Dataset records |
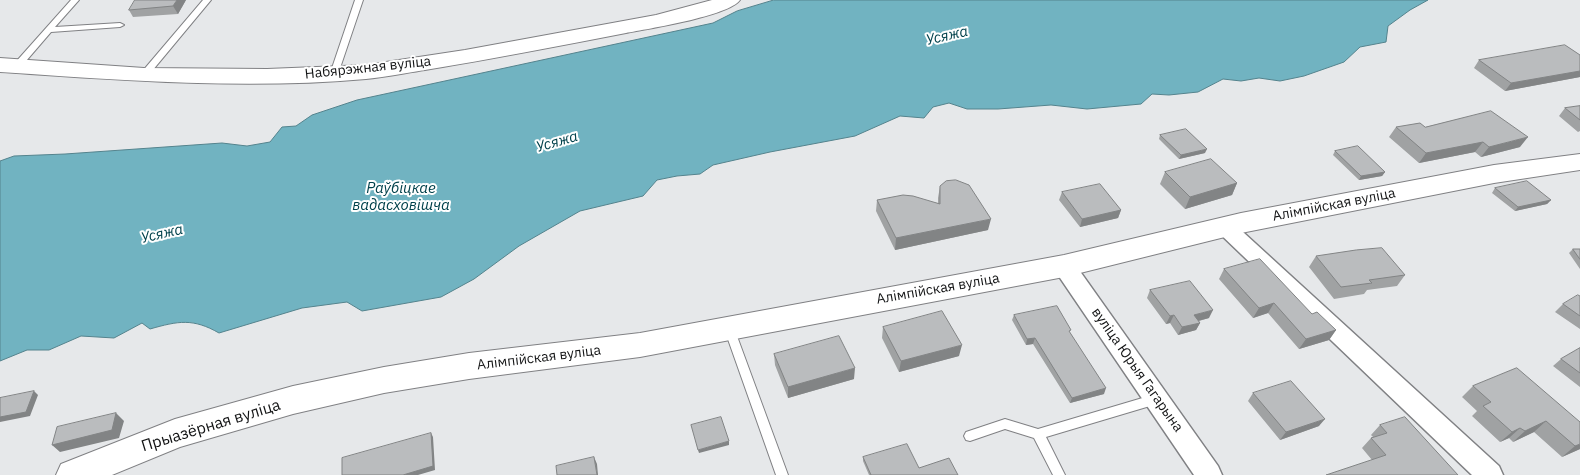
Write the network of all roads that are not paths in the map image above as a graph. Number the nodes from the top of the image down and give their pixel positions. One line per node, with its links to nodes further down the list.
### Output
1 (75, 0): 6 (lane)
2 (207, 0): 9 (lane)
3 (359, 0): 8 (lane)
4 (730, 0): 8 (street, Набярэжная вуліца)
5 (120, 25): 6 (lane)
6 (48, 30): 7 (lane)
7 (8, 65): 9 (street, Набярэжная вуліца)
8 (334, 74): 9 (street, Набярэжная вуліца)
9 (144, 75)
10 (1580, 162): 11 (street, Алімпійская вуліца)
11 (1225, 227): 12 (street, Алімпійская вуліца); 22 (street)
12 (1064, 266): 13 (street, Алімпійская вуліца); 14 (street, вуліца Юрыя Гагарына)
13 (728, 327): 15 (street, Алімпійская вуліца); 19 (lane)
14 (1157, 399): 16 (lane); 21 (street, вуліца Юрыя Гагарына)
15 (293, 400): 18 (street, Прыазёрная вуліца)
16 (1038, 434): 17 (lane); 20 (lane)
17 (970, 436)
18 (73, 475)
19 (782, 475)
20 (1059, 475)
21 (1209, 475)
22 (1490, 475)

What the exercise asks |
Would you give the entries above again verbatim, omitting the images they contain?

Output of the task |
Write the network of all roads that are not paths in the map image above as a graph. Number the nodes from the top of the image down and give their pixel positions. One line per node, with its links to nodes further down the list.
### Output
1 (75, 0): 6 (lane)
2 (207, 0): 9 (lane)
3 (359, 0): 8 (lane)
4 (730, 0): 8 (street, Набярэжная вуліца)
5 (120, 25): 6 (lane)
6 (48, 30): 7 (lane)
7 (8, 65): 9 (street, Набярэжная вуліца)
8 (334, 74): 9 (street, Набярэжная вуліца)
9 (144, 75)
10 (1580, 162): 11 (street, Алімпійская вуліца)
11 (1225, 227): 12 (street, Алімпійская вуліца); 22 (street)
12 (1064, 266): 13 (street, Алімпійская вуліца); 14 (street, вуліца Юрыя Гагарына)
13 (728, 327): 15 (street, Алімпійская вуліца); 19 (lane)
14 (1157, 399): 16 (lane); 21 (street, вуліца Юрыя Гагарына)
15 (293, 400): 18 (street, Прыазёрная вуліца)
16 (1038, 434): 17 (lane); 20 (lane)
17 (970, 436)
18 (73, 475)
19 (782, 475)
20 (1059, 475)
21 (1209, 475)
22 (1490, 475)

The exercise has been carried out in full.